La bruja
Venían rumores suaves, el frufrú de la rafia,
el frotar del esparto por el suelo agrietado
de tablas que chascan con el mínimo paso,
venían suspiros y toses de mujer anciana;
y del desván de la casa, aromas de espliego
y susurros de musgo que impregnaban la escoba
donde la bruja agorera por la noche volaba.
Y bajó la escalera aquel profundo silencio
por llegar a la sala y rodear la redoma
que hervía en el fuego que lechuza cuidaba,
las sonoras burbujas despuntando en el fondo,
explotando el hedor en el calducho inquietante,
sombras y luces bañando anaqueles de brillos
y vidrios antiguos que los conjuros velaban.
¡Belcebú, Leviatán!, aparecieron los nombres
de las fuerzas oscuras, que los labios resecos
escupieron al pote que de azufres bullía,
con entrañas de engendros que a la caída del día
añagazas furtivas su existencia cobraban
al salir de las cuevas a buscar alimento
y sucumbir en el bosque con encantos tan lleno.
Y al embrujo apagado de oraciones y rezos
sujetados de manos para caer en el cuenco,
surgieron vapores que entre agudos chirridos
dibujaron demonios que tomaban cuerpo
y bailaron sus danzas en aquel aire espeso,
escuchando los cantos que decía la arpía,
que pedía más sangre que le diese más vida.
Promesas, perjurios y ofrendas revenidas
que la boca sin dientes, de añeja danzarina,
regaló carialegre a los duendes y espectros
que de tantas blasfemias del fuego nacían
y traerlos a sus faldas que, con uñas rizadas,
aireaba con lascivia mostrando sus enaguas
y más de sus vergüenzas al sorber de la vasija.

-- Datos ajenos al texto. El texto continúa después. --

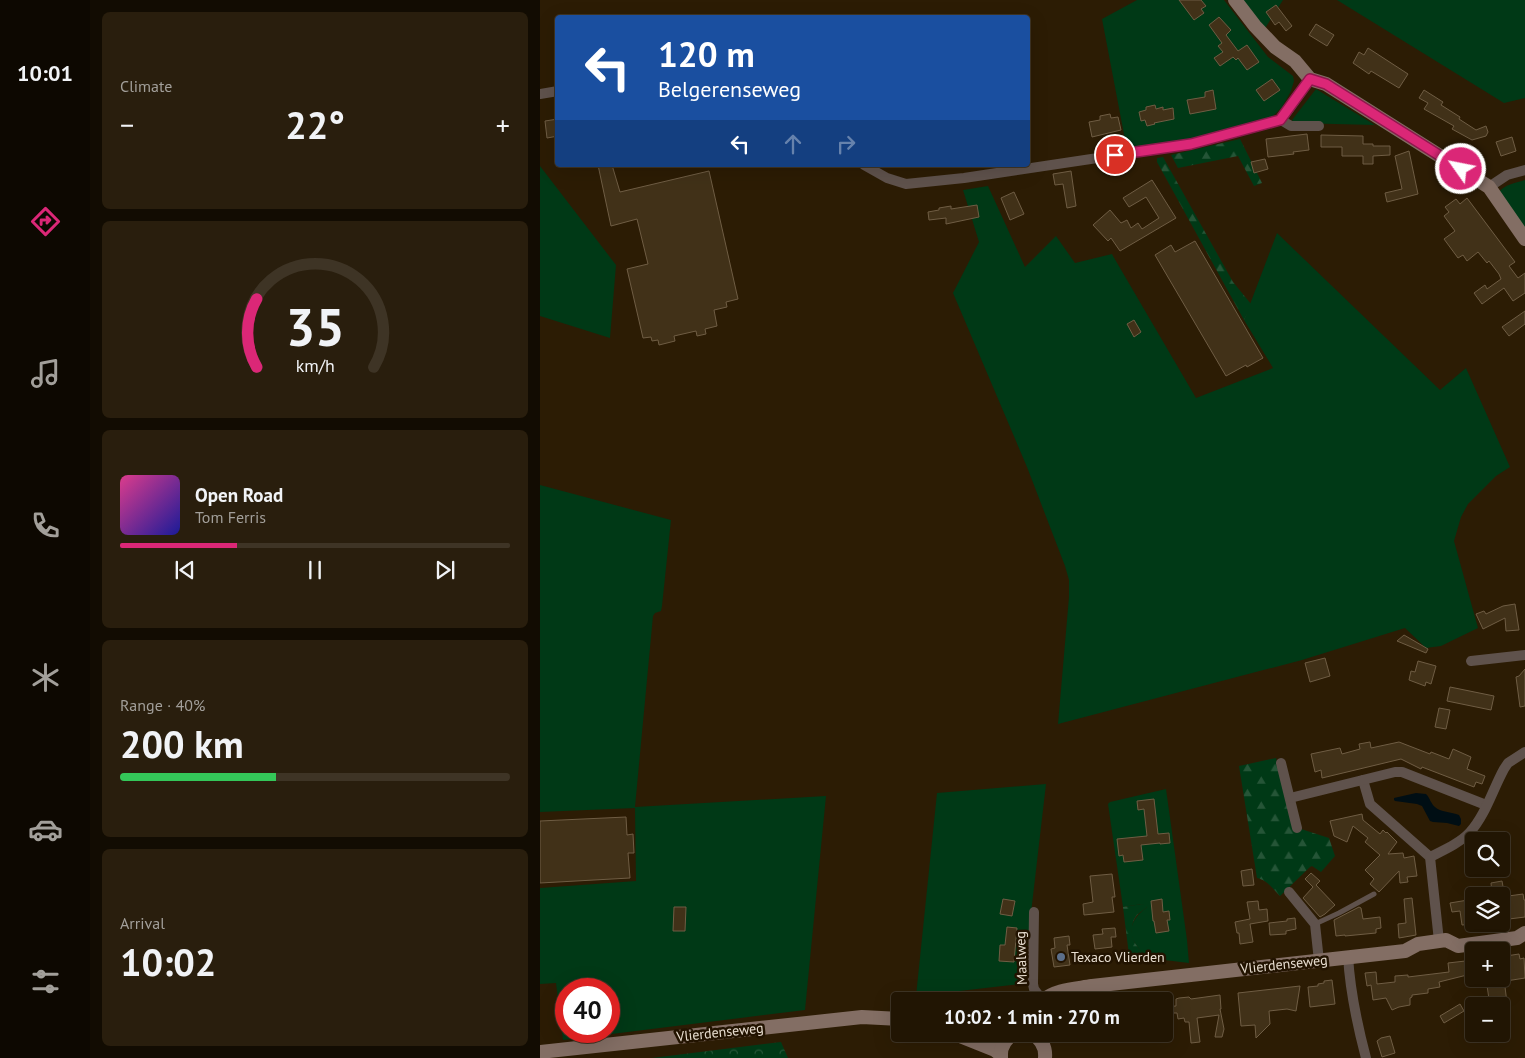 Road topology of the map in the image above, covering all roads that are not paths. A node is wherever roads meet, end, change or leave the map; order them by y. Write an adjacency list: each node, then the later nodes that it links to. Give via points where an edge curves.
1 (1235, 0): 2 (street, via 1255,26)
2 (1310, 79): 5 (street); 9 (street, via 1333,88)
3 (555, 92): 4 (street)
4 (540, 94)
5 (1280, 120): 6 (street, via 1291,126); 7 (street, via 1191,144 964,178 906,184)
6 (1319, 126)
7 (868, 167)
8 (1525, 170): 9 (street)
9 (1489, 187): 10 (street)
10 (1525, 239)
11 (1525, 655): 12 (street)
12 (1472, 661)
13 (1525, 752): 17 (street, via 1508,763)
14 (1280, 763): 16 (street)
15 (1363, 780): 16 (street); 17 (street, via 1402,772); 19 (street, via 1370,804)
16 (1290, 798): 18 (street)
17 (1486, 805): 19 (street, via 1470,832)
18 (1298, 828)
19 (1430, 857): 25 (street)
20 (1289, 892): 23 (street)
21 (1374, 894): 23 (lane)
22 (1034, 912): 28 (street, Maalweg, via 1033,984)
23 (1315, 924): 27 (street)
24 (1525, 933): 25 (street, Vlierdenseweg, via 1517,938 1458,946 1446,940)
25 (1439, 941): 26 (street, Vlierdenseweg, via 1418,944 1405,951)
26 (1348, 956): 27 (street, Vlierdenseweg); 37 (street, via 1350,988)
27 (1319, 961): 29 (street, Vlierdenseweg)
28 (1036, 992)
29 (1056, 992)
30 (891, 1019): 34 (street, Vlierdenseweg, via 862,1017)
31 (975, 1042): 35 (street, via 995,1050)
32 (1006, 1042): 35 (street)
33 (1042, 1042): 36 (street)
34 (540, 1052)
35 (1001, 1057)
36 (1047, 1057)
37 (1366, 1058)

Más tarde, pálida Luna escondiendo la cara
entre espinas y ramas de la blanca encina,
la sibila se enreda en casamientos de incubos
y orgías de sangre que del averno nacían,
aullando maldiciones para quien no quería,
danzando sin refajo, estallando de pasiones
hasta cantar el mirlo trayendo al nuevo día.
¡Ha despertado el alba y nacido la mañana!,
resbalaron los trinos entre las breñas mojadas;
y se esponjaron los musgos, el verdín de las jaras
y los rayos de albor entraron por la ventana,
matizando las sombras con pintura clara,
hundiendo a demonios bajo las brasas,
rindiendo a la hechicera remangada en su cama.
Y después, la parda llorona, escondió bajo el ala
el corazón de su cara y con mágico ruido
el escobón de la noche sacudió los palmitos
para despejar la estancia de escamas perdidas
e infernales olores que apestaban la casa,
pestilencias podridas que se fueron huyendo
por la puerta raída, como cuervos corridos.